This Wednesday, UBS announced internally an employment regulation file for the staff of Credit Suisse’s investment banking area in Spain, as well as for a smaller number of employees in other divisions, according to sources close to the process. Those affected are 147.
In addition to dispensing with investment banking, the file includes a smaller number of office employees and some members of the wealth management area. Not all departures will be immediate, since the process can take up to two years.
UBS sources do not comment on this information. “UBS is fully committed to Spain. With the acquisition of Credit Suisse, we have never been better positioned to accelerate our current growth strategy and deepen the potential of our clients,” they indicate.

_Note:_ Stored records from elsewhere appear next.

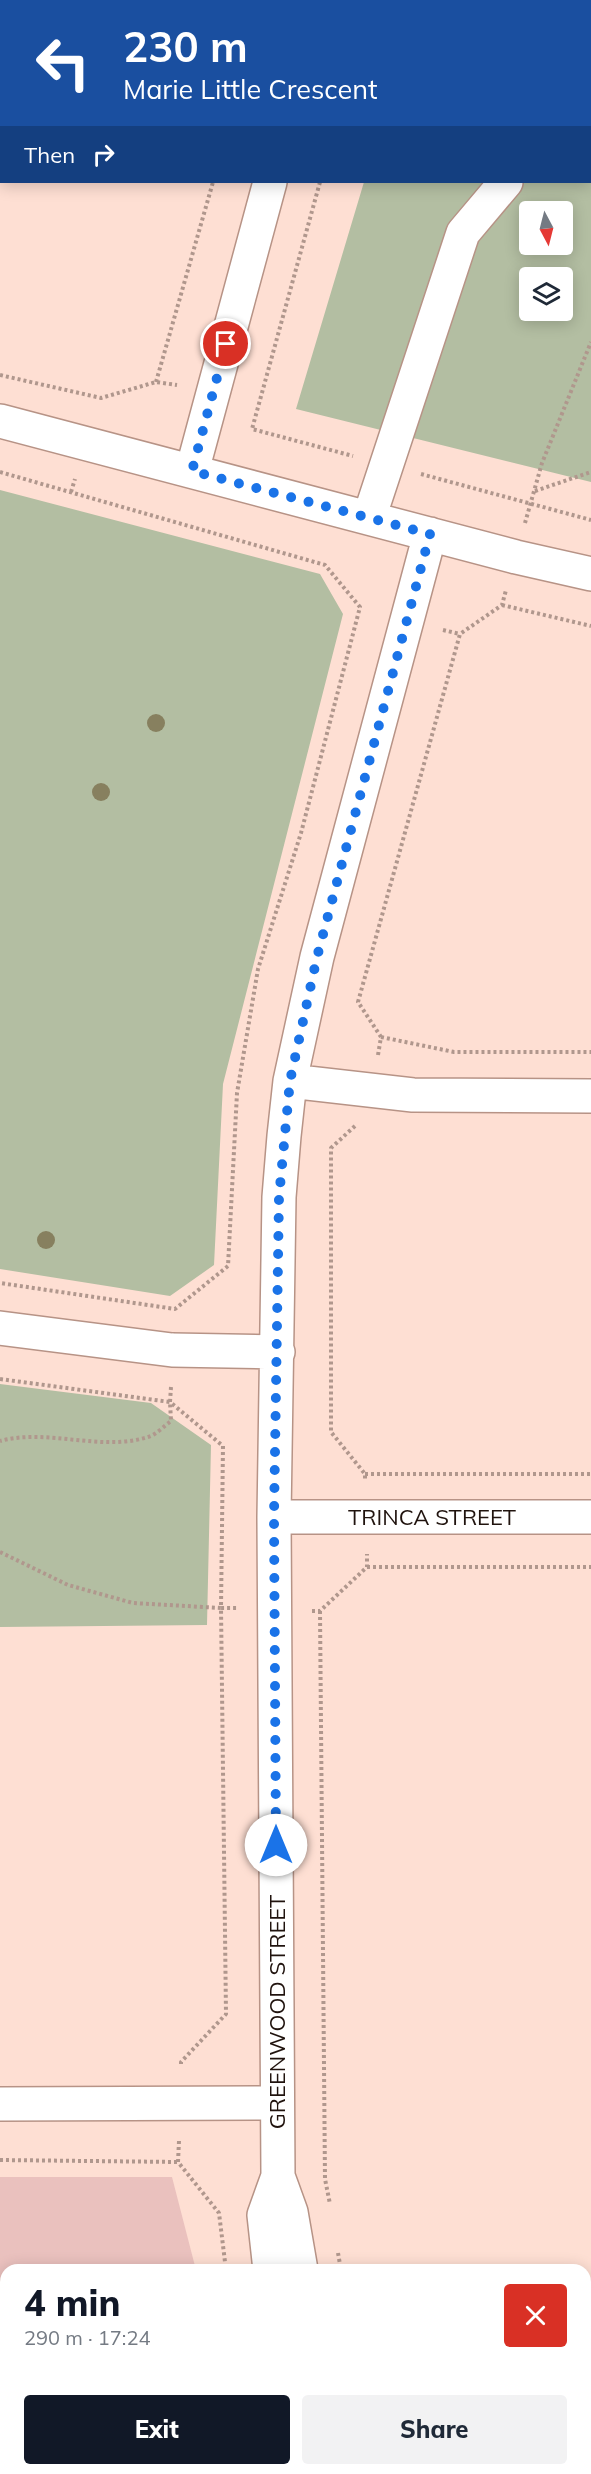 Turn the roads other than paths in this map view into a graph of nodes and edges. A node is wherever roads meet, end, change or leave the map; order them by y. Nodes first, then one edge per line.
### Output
1 (270, 183) edge
2 (505, 183) edge
3 (0, 421) edge
4 (192, 471) junction
5 (369, 518) junction
6 (430, 534) junction
7 (591, 574) edge
8 (290, 1081) junction
9 (591, 1096) edge
10 (0, 1328) edge
11 (278, 1352) junction
12 (274, 1517) junction
13 (591, 1517) edge
14 (277, 2103) junction
15 (0, 2104) edge
16 (278, 2176) junction
17 (269, 2264) edge
18 (300, 2264) edge

1 - 4 street
2 - 5 street
3 - 4 street
4 - 5 street
5 - 6 street
6 - 7 street
6 - 8 street, GREENWOOD STREET
8 - 9 street
8 - 11 street, GREENWOOD STREET
10 - 11 street
11 - 12 street, GREENWOOD STREET
12 - 13 street, TRINCA STREET
12 - 14 street, GREENWOOD STREET
14 - 15 street
14 - 16 street, GREENWOOD STREET
16 - 17 street, GREENWOOD STREET
16 - 18 street, GREENWOOD STREET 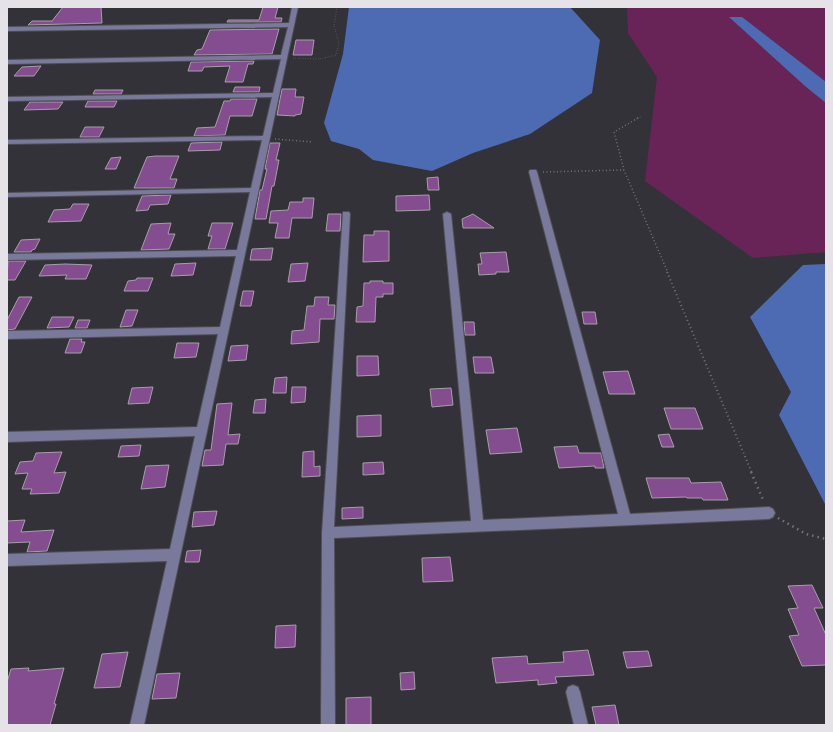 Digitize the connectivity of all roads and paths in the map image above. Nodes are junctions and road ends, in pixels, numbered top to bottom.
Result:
1 (295, 7) edge
2 (337, 7) edge
3 (291, 25) junction
4 (7, 29) edge
5 (284, 57) junction
6 (7, 62) edge
7 (276, 95) junction
8 (7, 99) edge
9 (643, 116) dead end
10 (266, 138) junction
11 (7, 142) edge
12 (313, 142) dead end
13 (624, 170) junction
14 (533, 172) joint
15 (255, 190) junction
16 (7, 195) edge
17 (346, 214) dead end
18 (447, 214) dead end
19 (241, 253) junction
20 (7, 257) edge
21 (224, 330) junction
22 (7, 335) edge
23 (202, 431) junction
24 (7, 437) edge
25 (769, 513) junction
26 (626, 520) junction
27 (478, 526) junction
28 (328, 533) junction
29 (826, 539) edge
30 (174, 555) junction
31 (7, 560) edge
32 (573, 692) dead end
33 (137, 725) edge
34 (328, 725) edge
35 (581, 725) edge

1 - 3 street
2 - 5 path
3 - 4 street
3 - 5 street
5 - 6 street
5 - 7 street
7 - 8 street
7 - 10 street
9 - 13 path
10 - 11 street
10 - 12 path
10 - 15 street
13 - 14 path
13 - 25 path
14 - 26 street
15 - 16 street
15 - 19 street
17 - 28 street
18 - 27 street
19 - 20 street
19 - 21 street
21 - 22 street
21 - 23 street
23 - 24 street
23 - 30 street
25 - 26 street
25 - 29 path
26 - 27 street
27 - 28 street
28 - 34 street
30 - 31 street
30 - 33 street
32 - 35 street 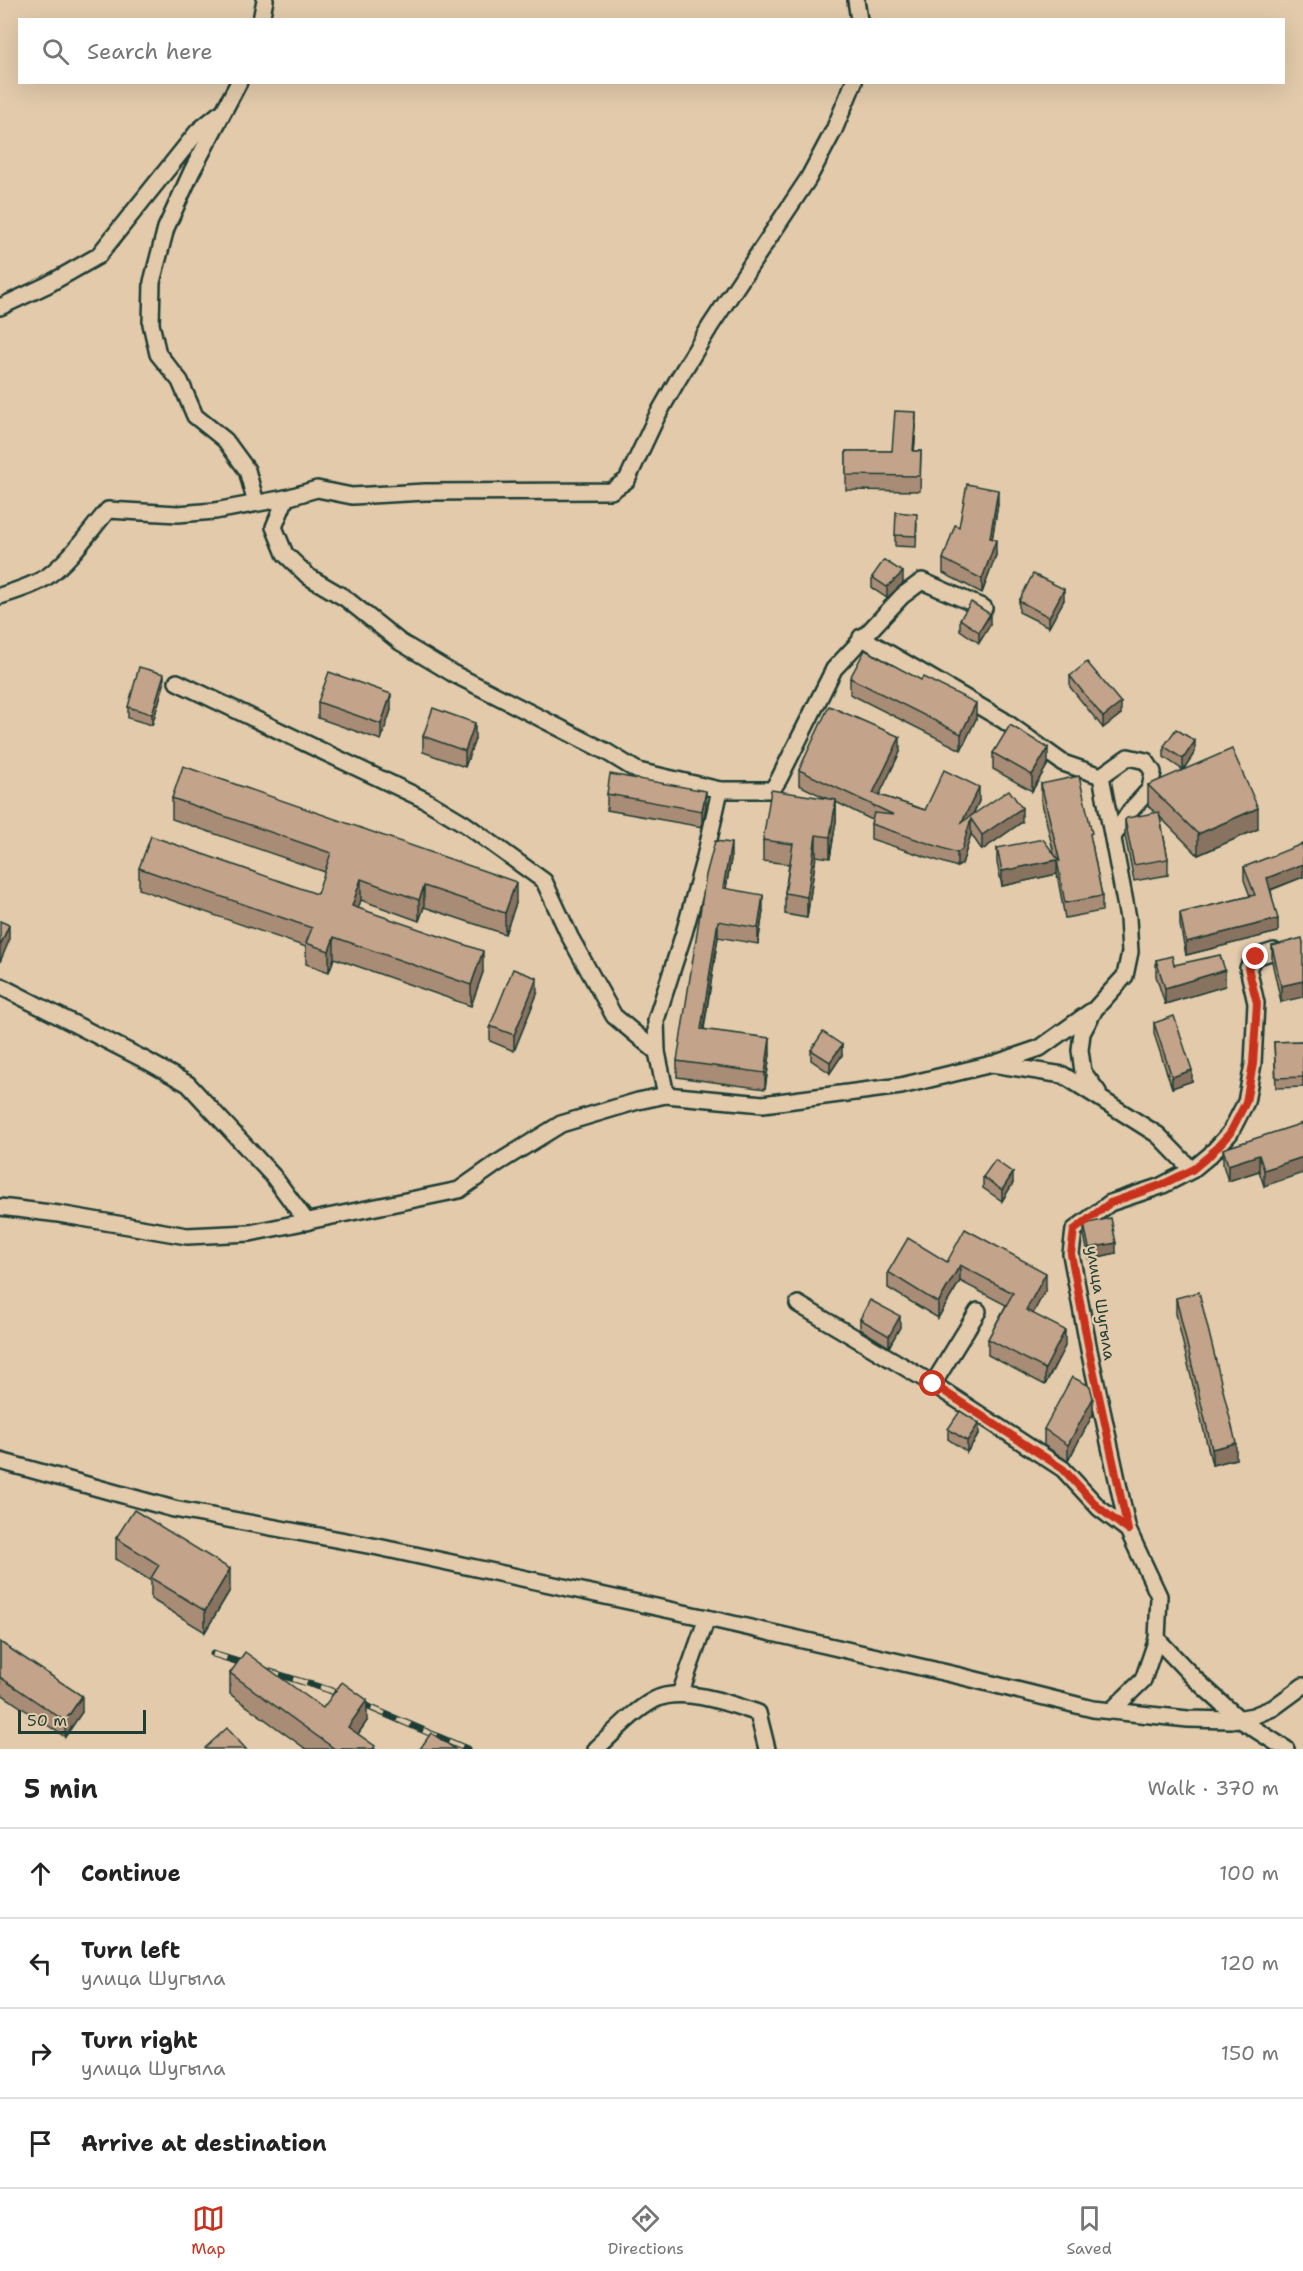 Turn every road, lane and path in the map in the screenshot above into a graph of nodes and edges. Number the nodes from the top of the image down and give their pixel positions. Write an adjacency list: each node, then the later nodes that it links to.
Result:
1 (265, 0): 3 (street)
2 (856, 0): 4 (street)
3 (261, 18)
4 (859, 18)
5 (238, 84): 7 (street)
6 (853, 84): 9 (street)
7 (226, 109): 8 (street); 10 (street)
8 (0, 307)
9 (286, 498): 10 (street); 16 (street)
10 (256, 503): 11 (street)
11 (0, 596)
12 (984, 608): 13 (street)
13 (861, 638): 15 (street); 16 (street)
14 (177, 682): 21 (street)
15 (1101, 776): 17 (street); 17 (street)
16 (720, 790): 21 (street)
17 (1113, 837): 20 (street)
18 (1274, 951): 25 (street, улица Шугыла)
19 (0, 986): 27 (street)
20 (1095, 1009): 22 (street); 24 (street)
21 (657, 1052): 23 (street)
22 (992, 1064): 23 (street); 24 (street)
23 (666, 1095): 27 (street)
24 (1104, 1099): 25 (street)
25 (1192, 1170): 32 (street, улица Шугыла)
26 (0, 1207): 27 (street)
27 (308, 1222)
28 (798, 1304): 30 (street)
29 (978, 1311): 30 (street)
30 (933, 1384): 32 (street)
31 (0, 1461): 33 (street)
32 (1128, 1530): 34 (street, улица Шугыла)
33 (707, 1618): 36 (street); 37 (street)
34 (1157, 1639): 37 (street, улица Шугыла); 38 (street)
35 (1303, 1686): 38 (street)
36 (680, 1694): 39 (street); 40 (street)
37 (1111, 1711): 38 (street)
38 (1239, 1719): 41 (street)
39 (596, 1749)
40 (766, 1749)
41 (1286, 1749)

The layoffs are a consequence of the Swiss National Bank’s bailout and €3 billion acquisition of Credit Suisse in March this year. UBS has a wealth management area in Spain, while the investment banking area was sold to Singular Bank through an agreement in which it committed not to return to the country in the coming years.
Upon announcing the merger with Credit Suisse, UBS already announced its intention to reduce the size of the rescued bank and reduce as quickly as possible all the risks associated with its activity, especially in areas that it does not consider strategic.
At that time, it was already anticipated that the integration could include layoffs. The decision regarding Spain joins other similar ones in other European countries and North America that mainly affect investment banking.
“UBS is working with cost-cutting objectives, not with a specific number of workforce reductions,” the sources indicate. The bank “tries to mitigate the impact on people and considers all options.”
The idea is that, during the layoff process, some Credit Suisse investment bankers will be offered the chance to stay at UBS. It will be a selective group.